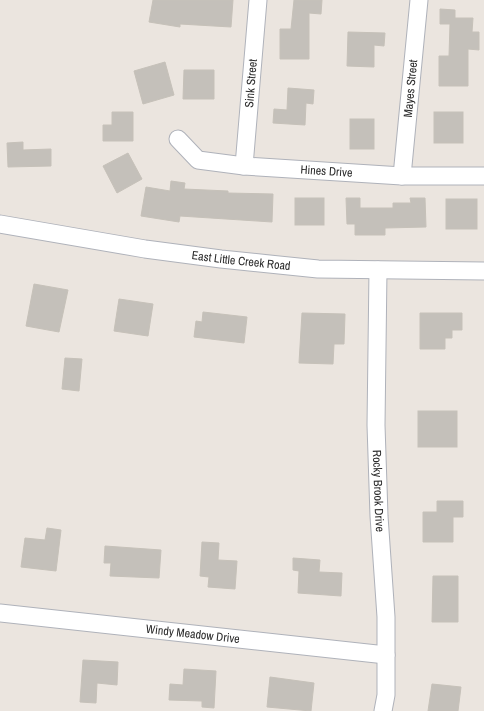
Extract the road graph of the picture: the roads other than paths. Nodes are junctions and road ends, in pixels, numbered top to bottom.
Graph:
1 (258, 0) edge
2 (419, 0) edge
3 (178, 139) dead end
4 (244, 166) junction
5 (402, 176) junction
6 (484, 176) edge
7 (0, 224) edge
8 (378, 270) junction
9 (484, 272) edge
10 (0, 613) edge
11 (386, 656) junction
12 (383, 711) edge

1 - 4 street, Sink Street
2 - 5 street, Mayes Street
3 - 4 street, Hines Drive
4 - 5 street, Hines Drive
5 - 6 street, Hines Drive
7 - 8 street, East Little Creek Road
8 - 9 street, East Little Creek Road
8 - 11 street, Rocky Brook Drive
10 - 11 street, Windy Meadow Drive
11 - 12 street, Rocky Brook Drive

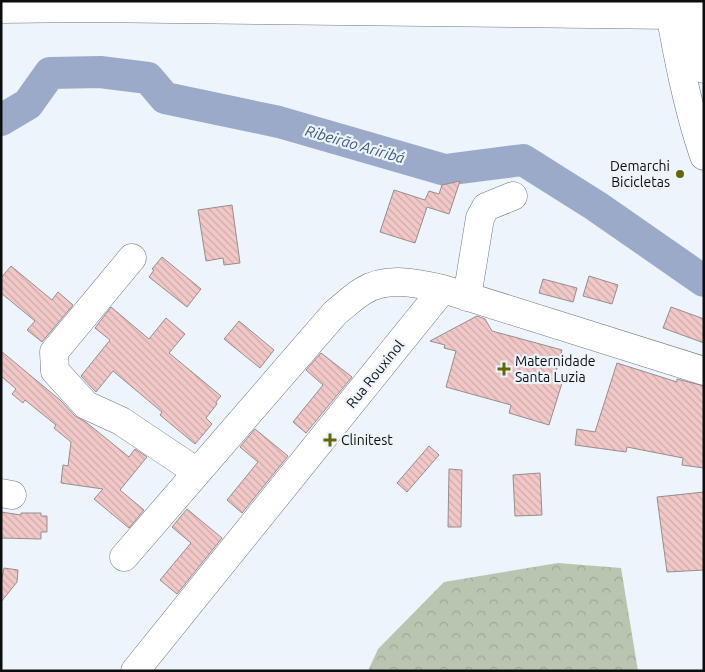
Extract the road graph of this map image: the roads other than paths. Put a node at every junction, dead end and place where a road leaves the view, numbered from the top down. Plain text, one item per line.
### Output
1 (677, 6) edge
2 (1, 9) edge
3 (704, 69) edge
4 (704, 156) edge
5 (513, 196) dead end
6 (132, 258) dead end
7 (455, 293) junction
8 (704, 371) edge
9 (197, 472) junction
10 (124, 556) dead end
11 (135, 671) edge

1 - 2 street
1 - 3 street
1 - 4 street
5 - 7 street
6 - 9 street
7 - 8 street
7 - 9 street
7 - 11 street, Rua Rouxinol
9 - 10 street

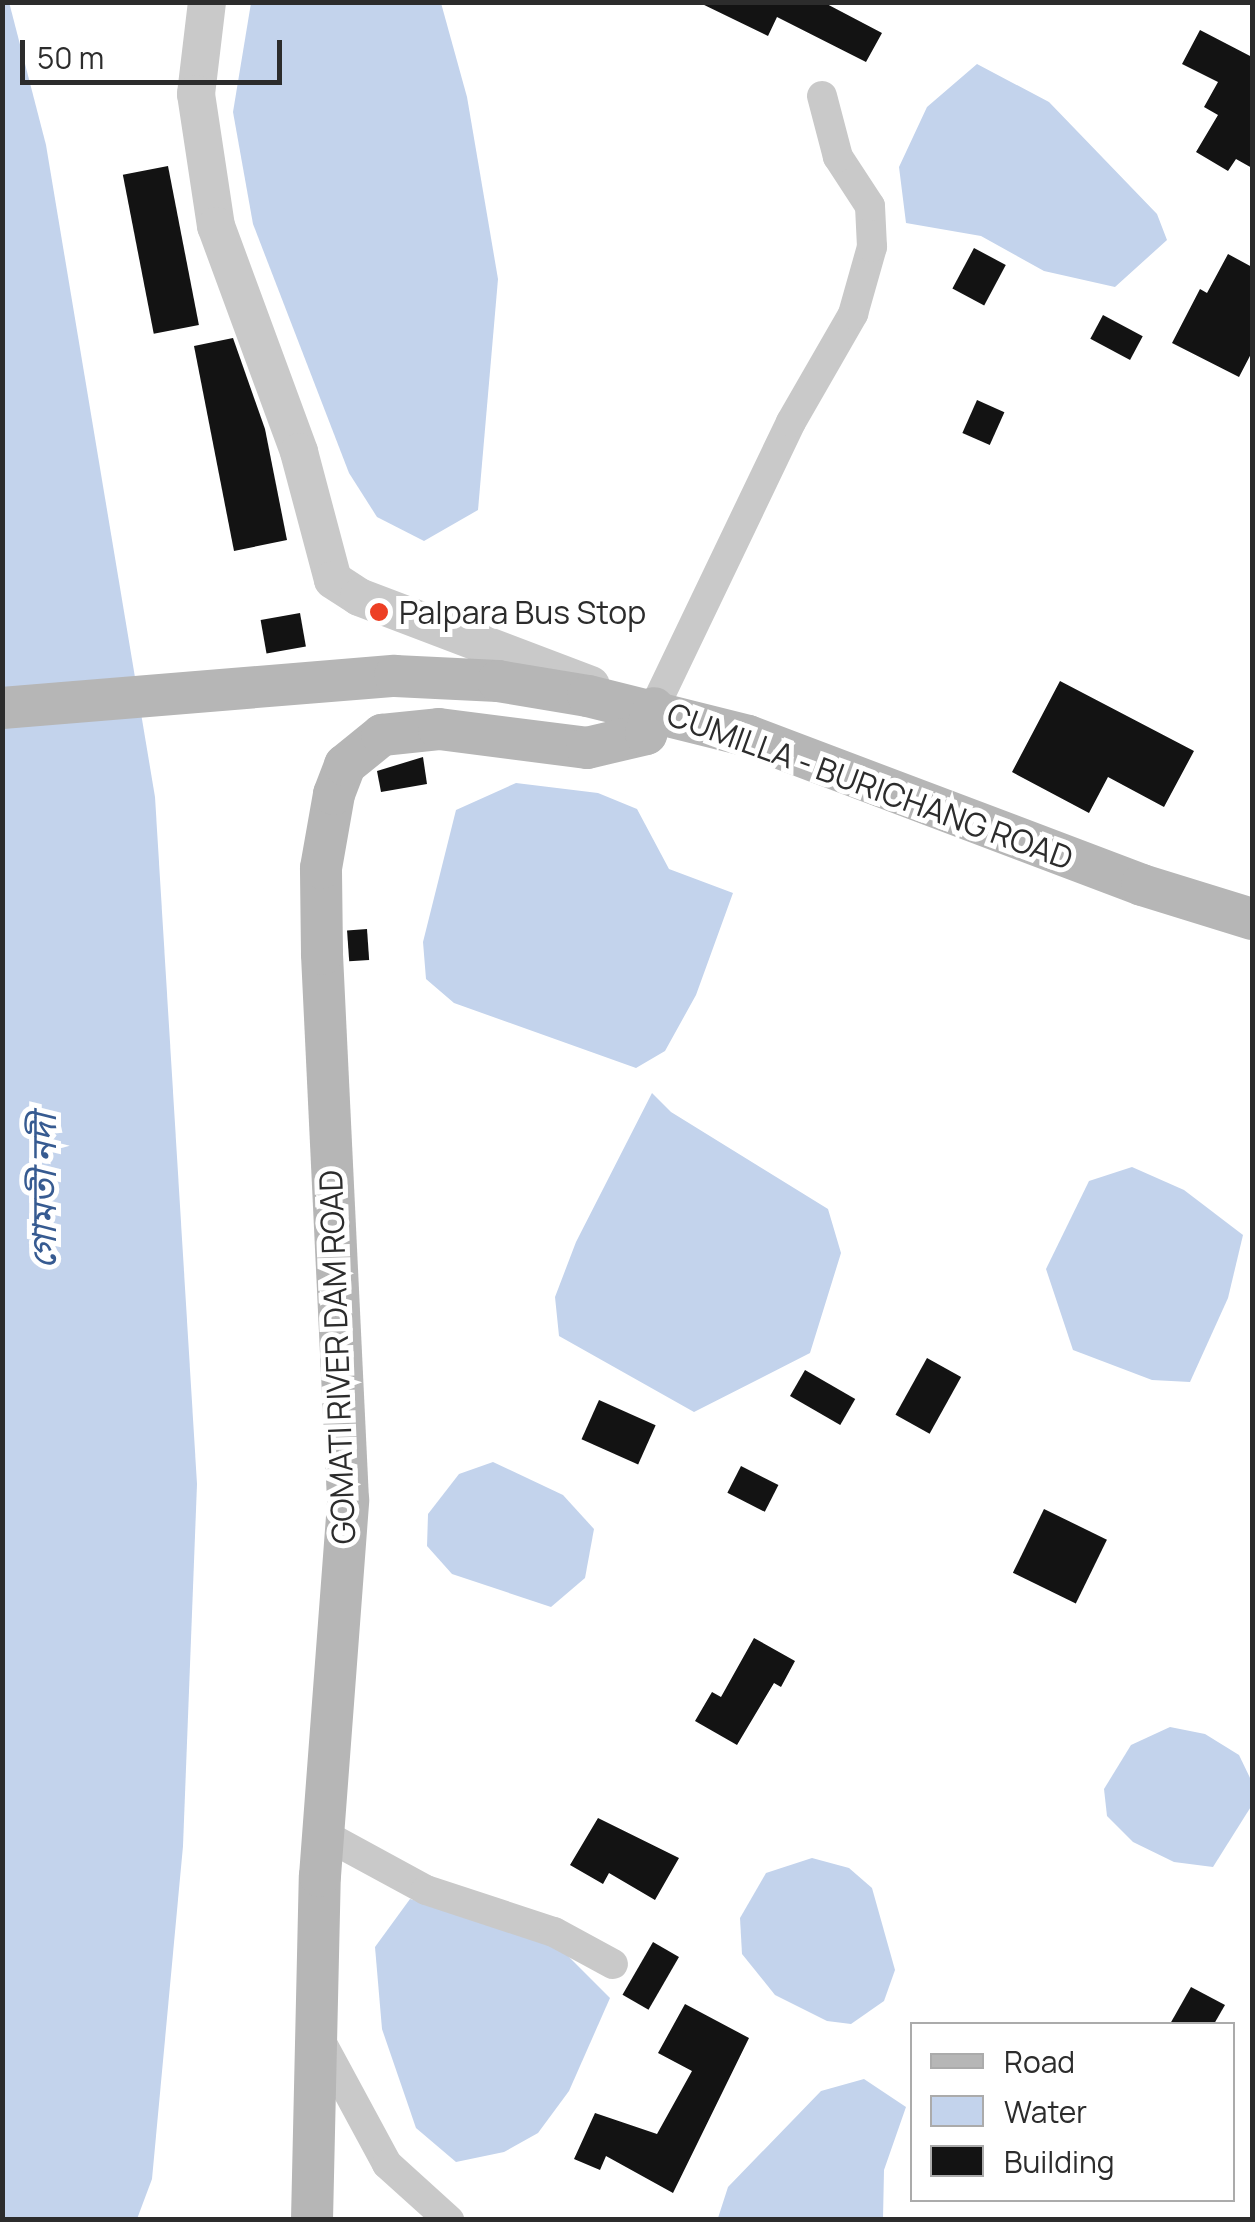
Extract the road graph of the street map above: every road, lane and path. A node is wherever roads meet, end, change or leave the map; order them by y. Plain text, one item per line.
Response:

WORK TASK
Output each entry verbatim; none of the pictures should be included.

REPLY TO THE TASK
Extract the road graph of the picture: the roads other than paths. Nodes are junctions and road ends, in pixels, numbered top to bottom.
Graph:
1 (258, 0) edge
2 (419, 0) edge
3 (178, 139) dead end
4 (244, 166) junction
5 (402, 176) junction
6 (484, 176) edge
7 (0, 224) edge
8 (378, 270) junction
9 (484, 272) edge
10 (0, 613) edge
11 (386, 656) junction
12 (383, 711) edge

1 - 4 street, Sink Street
2 - 5 street, Mayes Street
3 - 4 street, Hines Drive
4 - 5 street, Hines Drive
5 - 6 street, Hines Drive
7 - 8 street, East Little Creek Road
8 - 9 street, East Little Creek Road
8 - 11 street, Rocky Brook Drive
10 - 11 street, Windy Meadow Drive
11 - 12 street, Rocky Brook Drive

Extract the road graph of this map image: the roads other than paths. Put a node at every junction, dead end and place where a road leaves the view, numbered from the top down. Plain text, one item per line.
### Output
1 (677, 6) edge
2 (1, 9) edge
3 (704, 69) edge
4 (704, 156) edge
5 (513, 196) dead end
6 (132, 258) dead end
7 (455, 293) junction
8 (704, 371) edge
9 (197, 472) junction
10 (124, 556) dead end
11 (135, 671) edge

1 - 2 street
1 - 3 street
1 - 4 street
5 - 7 street
6 - 9 street
7 - 8 street
7 - 9 street
7 - 11 street, Rua Rouxinol
9 - 10 street

Extract the road graph of the street map above: every road, lane and path. A node is wherever roads meet, end, change or leave the map; order them by y. Plain text, one item per line.
Response:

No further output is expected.